Sembilan Puskesmas Kota Yogyakarta Siap Akreditasi, Ubah Paradigma Dilayani Menjadi Melayani

Pemantapan Komitmen Akreditasi Puskesmas dan Puskesmas Berprestasi. (Foto: Coki Anwar)
Pemantapan Komitmen Akreditasi Puskesmas dan Puskesmas Berprestasi. (Foto: Coki Anwar)

Umbulharjo, JOGJADAILY ** Kini terjadi perubahan pandangan masyarakat mengenai Puskesmas. Sebelumnya, Puskesmas dipandang sebelah mata, karena pelayanannya yang dianggap tidak memuaskan. Namun sekarang, berbagai inovasi telah mengubah pandangan masyarakat.

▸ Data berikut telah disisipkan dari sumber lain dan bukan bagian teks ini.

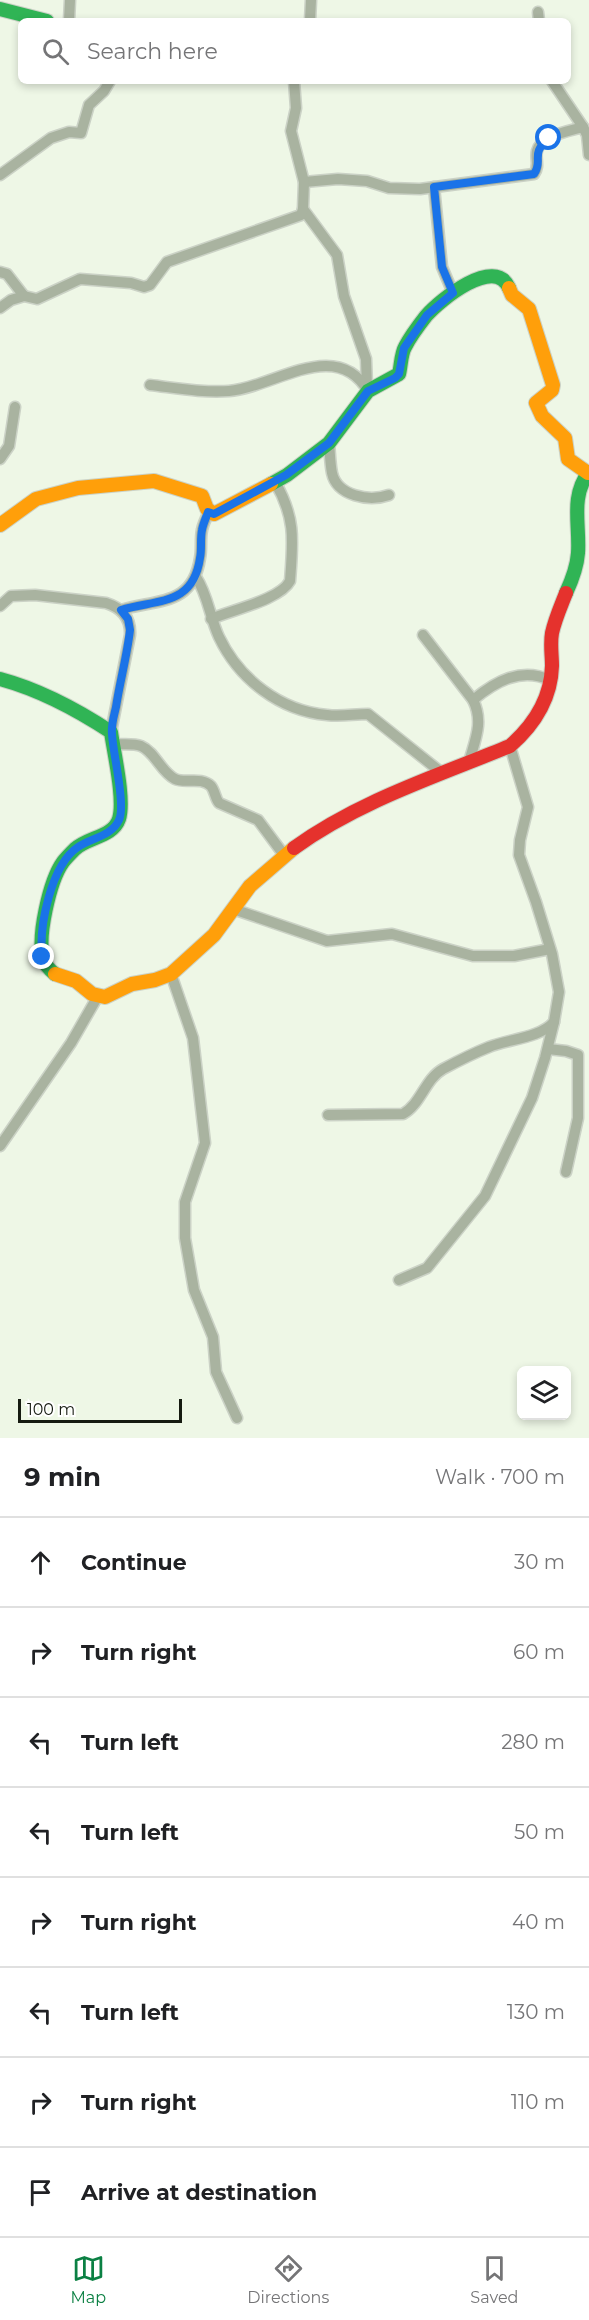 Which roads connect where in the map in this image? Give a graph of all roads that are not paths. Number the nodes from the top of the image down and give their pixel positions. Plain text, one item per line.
1 (70, 0) edge
2 (311, 0) edge
3 (0, 9) edge
4 (35, 18) edge
5 (69, 18) edge
6 (310, 18) edge
7 (108, 84) edge
8 (294, 84) edge
9 (554, 84) edge
10 (583, 127) junction
11 (589, 155) edge
12 (0, 175) edge
13 (304, 182) junction
14 (434, 187) junction
15 (303, 209) junction
16 (0, 272) edge
17 (453, 293) junction
18 (24, 296) junction
19 (0, 308) edge
20 (150, 385) dead end
21 (368, 391) junction
22 (15, 407) dead end
23 (329, 443) junction
24 (0, 459) edge
25 (589, 472) edge
26 (275, 482) junction
27 (388, 495) dead end
28 (208, 512) junction
29 (0, 525) edge
30 (196, 577) junction
31 (0, 606) edge
32 (121, 610) junction
33 (211, 619) junction
34 (423, 635) dead end
35 (0, 679) edge
36 (550, 680) junction
37 (473, 700) junction
38 (112, 738) junction
39 (510, 746) junction
40 (469, 762) junction
41 (442, 773) junction
42 (284, 855) junction
43 (233, 909) junction
44 (550, 949) junction
45 (171, 974) junction
46 (98, 996) junction
47 (554, 1022) junction
48 (548, 1048) junction
49 (327, 1115) dead end
50 (0, 1146) edge
51 (566, 1172) dead end
52 (399, 1280) dead end
53 (237, 1418) dead end

1 - 5 street
2 - 6 street
3 - 4 street
7 - 12 street
8 - 13 street
9 - 10 street
10 - 11 street
10 - 14 street
13 - 14 street
13 - 15 street
14 - 17 street
15 - 18 street
15 - 21 street
16 - 18 street
17 - 21 street
17 - 25 street
18 - 19 street
20 - 21 street
21 - 23 street
22 - 24 street
23 - 26 street
23 - 27 street
25 - 36 street
26 - 28 street
26 - 33 street
28 - 29 street
28 - 30 street
30 - 32 street
30 - 33 street
31 - 32 street
32 - 38 street
33 - 41 street
34 - 37 street
35 - 38 street
36 - 37 street
36 - 39 street
37 - 40 street
38 - 42 street
38 - 46 street
39 - 40 street
39 - 44 street
40 - 41 street
41 - 42 street
42 - 43 street
43 - 44 street
43 - 45 street
44 - 47 street
45 - 46 street
45 - 53 street
46 - 50 street
47 - 48 street
47 - 49 street
48 - 51 street
48 - 52 street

“Komitmen untuk melakukan inovasi merupakan suatu batu loncatan dari pola birokrasi lama yang cenderung tidak profesional, tidak efektif dan efiisen, serta tidak akuntabel menuju pola birokrasi baru yang lebih profesional, efektif, efisien, serta memiliki akuntabilitas yang baik,” ujar Walikota Yogyakarta, Haryadi Suyuti, dalam sambutan yang dibacakan Asisten Administrasi Umum Kota Yogyakarta, MK Pontjosiwi.

Pernyataan tersebut disampaikan dalam acara Pemantapan Komitmen Akreditasi Puskesmas dan Puskesmas Berprestasi, Senin (29/2/2016), di Ruang Utama Atas Balaikota Yogyakarta.

Walikota menerangkan, akreditasi Puskesmas akan mampu meningkatkan pelayanan yang diberikan kepada masyarakat, sehingga mampu mengubah paradigma Puskesmas.

“Penerapan akreditasi menjadi salah satu jalan keluar dalam mengubah paradigma pelayanan di Puskesmas yang dahulu dilayani menjadi melayani,” paparnya.

Pontjosiwi mengingatkan, untuk mencapai predikat terakreditasi, melalui Dinas Kesehatan, Puskesmas harus bersinergi dengan Satuan Kerja Perangkat Daerah (SKPD) lainnya, seperti Dinas Bangunan Gedung dan Aset Daerah (DBGAD), Badan Kepegawaian Daerah (BKD), dan Dinas Pajak Daerah dan Pengelolaan Keuangan (DPDPK).

Selain itu, Pontjosiwi meminta agar inovasi-inovasi yang dilakukan Puskesmas selalu didokumentasikan dengan baik.

“Dokumentasi yang baik mengenai inovasi yang dilakukan merupakan aspek vital. Kita harus mencatat bagaimana sebelum dan sesudah inovasi. Kelemahan dari Jogja selama ini adalah dokumentasi,” ungkapnya.

Bekerja Sama dengan BPJS

Sembilan Puskesmas di Kota Yogyakarta yang siap terakreditasi pada 2016 akan menyusul empat puskesmas yang telah terakreditasi pada 2015.

“Targetnya, pada 2019, seluruh Puskesmas di Yogyakarta sudah terakreditasi,” tutur Kepala Dinas Kesehatan Kota Yogyarta, Fita Yulia Kisworini.

Akreditasi, lanjutnya, bernilai penting dalam pelayanan kesehatan masyarakat. Sebab, hanya Puskesmas terakreditasi yang bisa bekerja sama dengan Badan Penyelenggara Jaminan Sosial (BPJS).

“Puskesmas yang terakreditasi, artinya pelayanannya sudah terstandar, baik kendali mutu maupun kendali biaya. Hanya Puskesmas terakreditasi yang bisa bekerja sama dengan BPJS. Harapannya tentu di tahun 2017 nanti, seluruh Puskesmas di Yogyakarta sudah terakreditasi, sehingga bisa bekerja sama dengan BPJS. Hal ini tentu ini akan meningkatkan pelayanan kesehatan,” terang Dokter Fita.

Untuk pemantapan, sembilan Puskesmas yang ingin mencapai target akreditasi melakukan penandatangan komitmen bersama. Komitmen diharapkan mampu memacu Sembilan Puskesmas untuk memacu kinerja, sehingga mampu memperoleh predikat akreditasi.